▶ **Problem statement**: The word "function" occurs in some lines of the data. Return each such line.
**** Records shown ****
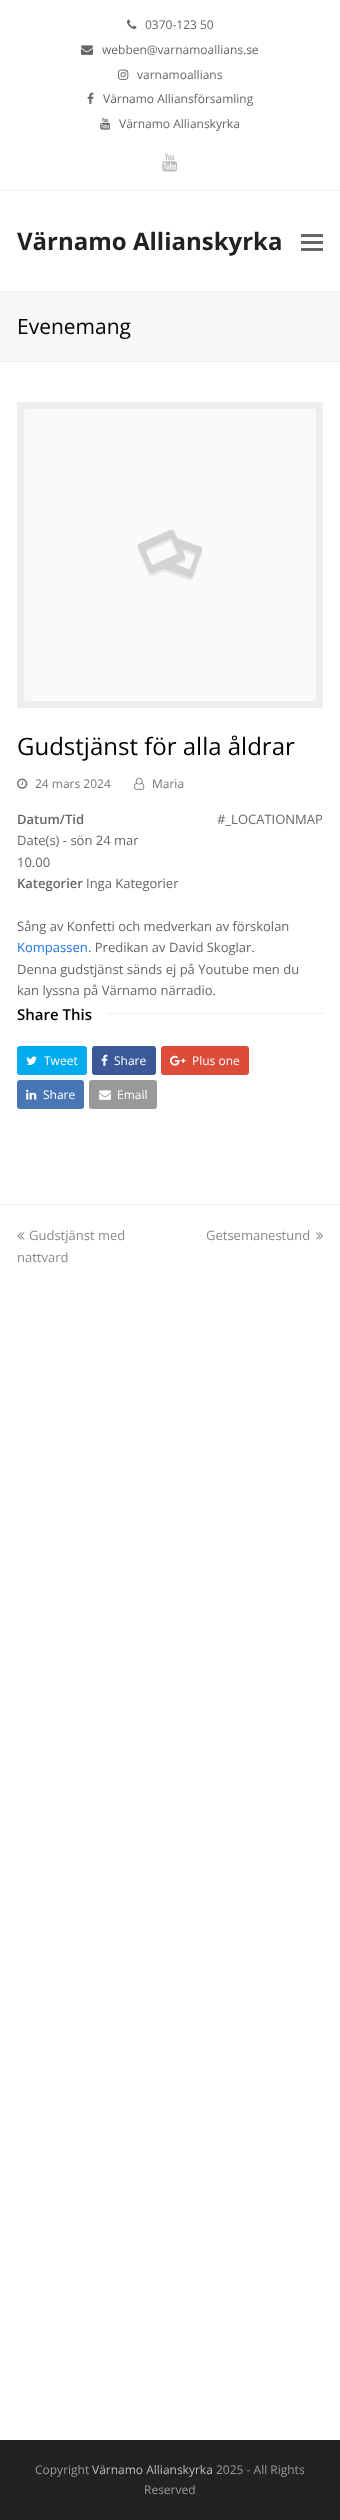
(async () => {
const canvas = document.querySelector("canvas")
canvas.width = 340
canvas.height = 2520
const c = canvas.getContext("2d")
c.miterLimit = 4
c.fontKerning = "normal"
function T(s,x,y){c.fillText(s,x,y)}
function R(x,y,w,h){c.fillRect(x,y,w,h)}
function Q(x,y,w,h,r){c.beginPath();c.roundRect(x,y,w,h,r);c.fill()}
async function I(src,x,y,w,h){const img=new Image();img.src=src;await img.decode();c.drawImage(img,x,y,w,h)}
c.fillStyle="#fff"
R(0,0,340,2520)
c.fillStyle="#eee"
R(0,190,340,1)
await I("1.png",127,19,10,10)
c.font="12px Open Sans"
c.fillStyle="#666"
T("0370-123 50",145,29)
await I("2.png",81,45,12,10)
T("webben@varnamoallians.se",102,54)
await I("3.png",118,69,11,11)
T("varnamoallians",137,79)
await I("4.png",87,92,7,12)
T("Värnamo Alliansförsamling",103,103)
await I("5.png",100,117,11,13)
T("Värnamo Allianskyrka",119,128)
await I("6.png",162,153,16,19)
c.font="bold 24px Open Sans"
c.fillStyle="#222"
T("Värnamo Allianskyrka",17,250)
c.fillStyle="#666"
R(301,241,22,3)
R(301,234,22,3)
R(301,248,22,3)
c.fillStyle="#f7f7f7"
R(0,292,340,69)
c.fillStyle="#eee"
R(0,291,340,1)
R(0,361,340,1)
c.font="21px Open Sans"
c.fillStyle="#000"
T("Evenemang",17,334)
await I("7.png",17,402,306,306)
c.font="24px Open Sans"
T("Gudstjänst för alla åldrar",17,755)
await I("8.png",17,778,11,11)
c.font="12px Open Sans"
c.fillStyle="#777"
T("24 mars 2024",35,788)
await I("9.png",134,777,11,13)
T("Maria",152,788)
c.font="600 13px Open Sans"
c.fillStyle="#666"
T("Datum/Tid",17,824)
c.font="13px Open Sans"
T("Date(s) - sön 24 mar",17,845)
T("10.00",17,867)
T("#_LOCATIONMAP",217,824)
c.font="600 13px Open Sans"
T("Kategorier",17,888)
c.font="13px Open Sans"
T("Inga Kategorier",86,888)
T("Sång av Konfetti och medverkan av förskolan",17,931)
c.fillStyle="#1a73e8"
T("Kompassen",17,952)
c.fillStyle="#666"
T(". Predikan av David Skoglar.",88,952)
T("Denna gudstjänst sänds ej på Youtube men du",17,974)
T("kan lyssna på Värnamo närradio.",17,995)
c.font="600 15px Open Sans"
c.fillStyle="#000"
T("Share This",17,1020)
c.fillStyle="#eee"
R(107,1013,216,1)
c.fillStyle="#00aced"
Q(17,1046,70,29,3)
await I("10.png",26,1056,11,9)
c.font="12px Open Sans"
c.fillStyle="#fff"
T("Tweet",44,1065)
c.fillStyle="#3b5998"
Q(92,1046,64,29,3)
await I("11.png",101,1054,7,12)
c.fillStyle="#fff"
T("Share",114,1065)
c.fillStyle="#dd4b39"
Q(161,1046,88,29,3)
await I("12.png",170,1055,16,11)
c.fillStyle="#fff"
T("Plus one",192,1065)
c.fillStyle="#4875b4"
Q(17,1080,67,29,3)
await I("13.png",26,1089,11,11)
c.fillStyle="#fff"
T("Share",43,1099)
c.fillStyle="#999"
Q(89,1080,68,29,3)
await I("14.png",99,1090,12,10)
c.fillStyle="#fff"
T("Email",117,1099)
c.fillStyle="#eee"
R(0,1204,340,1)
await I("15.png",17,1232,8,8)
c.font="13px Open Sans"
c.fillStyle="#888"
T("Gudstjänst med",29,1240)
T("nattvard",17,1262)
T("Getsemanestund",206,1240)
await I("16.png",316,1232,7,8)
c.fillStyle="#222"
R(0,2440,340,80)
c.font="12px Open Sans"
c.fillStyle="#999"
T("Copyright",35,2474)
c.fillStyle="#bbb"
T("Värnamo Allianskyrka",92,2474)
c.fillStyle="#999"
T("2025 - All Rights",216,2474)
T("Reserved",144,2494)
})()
****
▶ **Completed task**:
function T(s,x,y){c.fillText(s,x,y)}
function R(x,y,w,h){c.fillRect(x,y,w,h)}
function Q(x,y,w,h,r){c.beginPath();c.roundRect(x,y,w,h,r);c.fill()}
async function I(src,x,y,w,h){const img=new Image();img.src=src;await img.decode();c.drawImage(img,x,y,w,h)}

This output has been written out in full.